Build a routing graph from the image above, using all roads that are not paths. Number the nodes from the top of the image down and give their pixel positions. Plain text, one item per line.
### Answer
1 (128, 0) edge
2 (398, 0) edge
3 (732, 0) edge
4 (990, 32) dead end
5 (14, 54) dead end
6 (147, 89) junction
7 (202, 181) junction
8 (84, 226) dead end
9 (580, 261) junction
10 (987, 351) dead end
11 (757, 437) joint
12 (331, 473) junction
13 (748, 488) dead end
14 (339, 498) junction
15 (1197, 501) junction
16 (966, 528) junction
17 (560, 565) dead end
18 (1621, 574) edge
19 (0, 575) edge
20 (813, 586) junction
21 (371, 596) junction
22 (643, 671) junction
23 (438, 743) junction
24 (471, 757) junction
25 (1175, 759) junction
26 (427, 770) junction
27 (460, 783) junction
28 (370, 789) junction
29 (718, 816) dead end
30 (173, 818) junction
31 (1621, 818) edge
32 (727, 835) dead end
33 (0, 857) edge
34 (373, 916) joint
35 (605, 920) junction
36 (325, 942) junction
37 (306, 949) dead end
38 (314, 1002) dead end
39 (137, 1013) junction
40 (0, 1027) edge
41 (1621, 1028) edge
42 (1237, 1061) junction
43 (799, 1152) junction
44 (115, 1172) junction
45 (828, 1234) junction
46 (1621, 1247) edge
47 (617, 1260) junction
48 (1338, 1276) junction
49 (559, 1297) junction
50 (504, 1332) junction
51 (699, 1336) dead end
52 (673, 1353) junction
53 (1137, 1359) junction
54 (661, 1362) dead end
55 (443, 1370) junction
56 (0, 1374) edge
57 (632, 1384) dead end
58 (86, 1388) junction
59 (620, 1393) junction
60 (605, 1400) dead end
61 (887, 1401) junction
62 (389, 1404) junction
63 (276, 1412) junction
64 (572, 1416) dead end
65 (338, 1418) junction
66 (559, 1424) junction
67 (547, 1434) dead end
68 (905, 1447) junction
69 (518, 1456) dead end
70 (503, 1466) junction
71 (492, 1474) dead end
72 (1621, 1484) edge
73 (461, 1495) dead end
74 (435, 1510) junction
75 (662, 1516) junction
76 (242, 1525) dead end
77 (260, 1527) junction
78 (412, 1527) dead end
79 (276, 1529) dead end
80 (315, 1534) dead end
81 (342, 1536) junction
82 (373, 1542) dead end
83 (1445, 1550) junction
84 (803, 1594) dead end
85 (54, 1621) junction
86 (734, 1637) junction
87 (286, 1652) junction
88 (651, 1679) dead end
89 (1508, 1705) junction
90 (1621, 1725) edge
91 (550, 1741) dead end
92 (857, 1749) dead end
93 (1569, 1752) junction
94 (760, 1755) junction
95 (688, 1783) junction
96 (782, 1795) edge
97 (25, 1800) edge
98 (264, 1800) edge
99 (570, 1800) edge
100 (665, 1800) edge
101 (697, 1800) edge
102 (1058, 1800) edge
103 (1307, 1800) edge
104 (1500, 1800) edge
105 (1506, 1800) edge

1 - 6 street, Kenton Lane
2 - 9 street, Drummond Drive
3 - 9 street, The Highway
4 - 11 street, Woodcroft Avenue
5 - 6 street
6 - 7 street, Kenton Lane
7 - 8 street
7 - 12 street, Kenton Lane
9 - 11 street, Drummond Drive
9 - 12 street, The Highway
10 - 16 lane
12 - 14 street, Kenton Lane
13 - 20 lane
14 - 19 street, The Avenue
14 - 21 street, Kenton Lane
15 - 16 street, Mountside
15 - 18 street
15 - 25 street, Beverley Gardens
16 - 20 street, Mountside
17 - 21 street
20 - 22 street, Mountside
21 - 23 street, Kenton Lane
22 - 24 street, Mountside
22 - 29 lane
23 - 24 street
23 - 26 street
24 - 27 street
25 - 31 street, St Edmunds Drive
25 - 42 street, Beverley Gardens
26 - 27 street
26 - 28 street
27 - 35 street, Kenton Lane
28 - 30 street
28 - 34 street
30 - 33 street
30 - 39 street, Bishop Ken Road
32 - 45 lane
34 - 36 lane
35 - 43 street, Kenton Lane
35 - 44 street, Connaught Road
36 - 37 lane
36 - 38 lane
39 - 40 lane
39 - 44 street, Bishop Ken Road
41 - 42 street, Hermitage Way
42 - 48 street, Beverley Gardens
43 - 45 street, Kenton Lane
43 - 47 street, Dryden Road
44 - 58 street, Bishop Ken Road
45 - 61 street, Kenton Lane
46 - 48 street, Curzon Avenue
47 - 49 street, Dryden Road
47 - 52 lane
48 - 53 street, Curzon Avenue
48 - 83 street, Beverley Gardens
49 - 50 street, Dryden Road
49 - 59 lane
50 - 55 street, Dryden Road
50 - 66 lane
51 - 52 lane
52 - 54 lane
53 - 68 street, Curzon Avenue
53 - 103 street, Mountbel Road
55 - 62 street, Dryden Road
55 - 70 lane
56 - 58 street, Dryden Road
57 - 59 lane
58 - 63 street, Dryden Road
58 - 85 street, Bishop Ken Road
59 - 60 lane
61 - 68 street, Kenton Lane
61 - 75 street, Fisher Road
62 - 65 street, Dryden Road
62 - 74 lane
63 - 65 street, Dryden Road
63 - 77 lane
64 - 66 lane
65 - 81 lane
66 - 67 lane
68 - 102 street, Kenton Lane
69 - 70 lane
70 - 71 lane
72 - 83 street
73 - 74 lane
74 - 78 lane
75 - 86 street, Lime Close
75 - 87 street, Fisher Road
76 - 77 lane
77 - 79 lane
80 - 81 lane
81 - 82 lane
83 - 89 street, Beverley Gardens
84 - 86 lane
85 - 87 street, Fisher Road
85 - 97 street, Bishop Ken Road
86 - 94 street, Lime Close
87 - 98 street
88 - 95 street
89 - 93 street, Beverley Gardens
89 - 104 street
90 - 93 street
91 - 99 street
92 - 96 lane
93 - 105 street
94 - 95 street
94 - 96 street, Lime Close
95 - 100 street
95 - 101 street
•••
## Requirement
A single number is needed: the count of lines in the records that include "Drive".

## Task output
3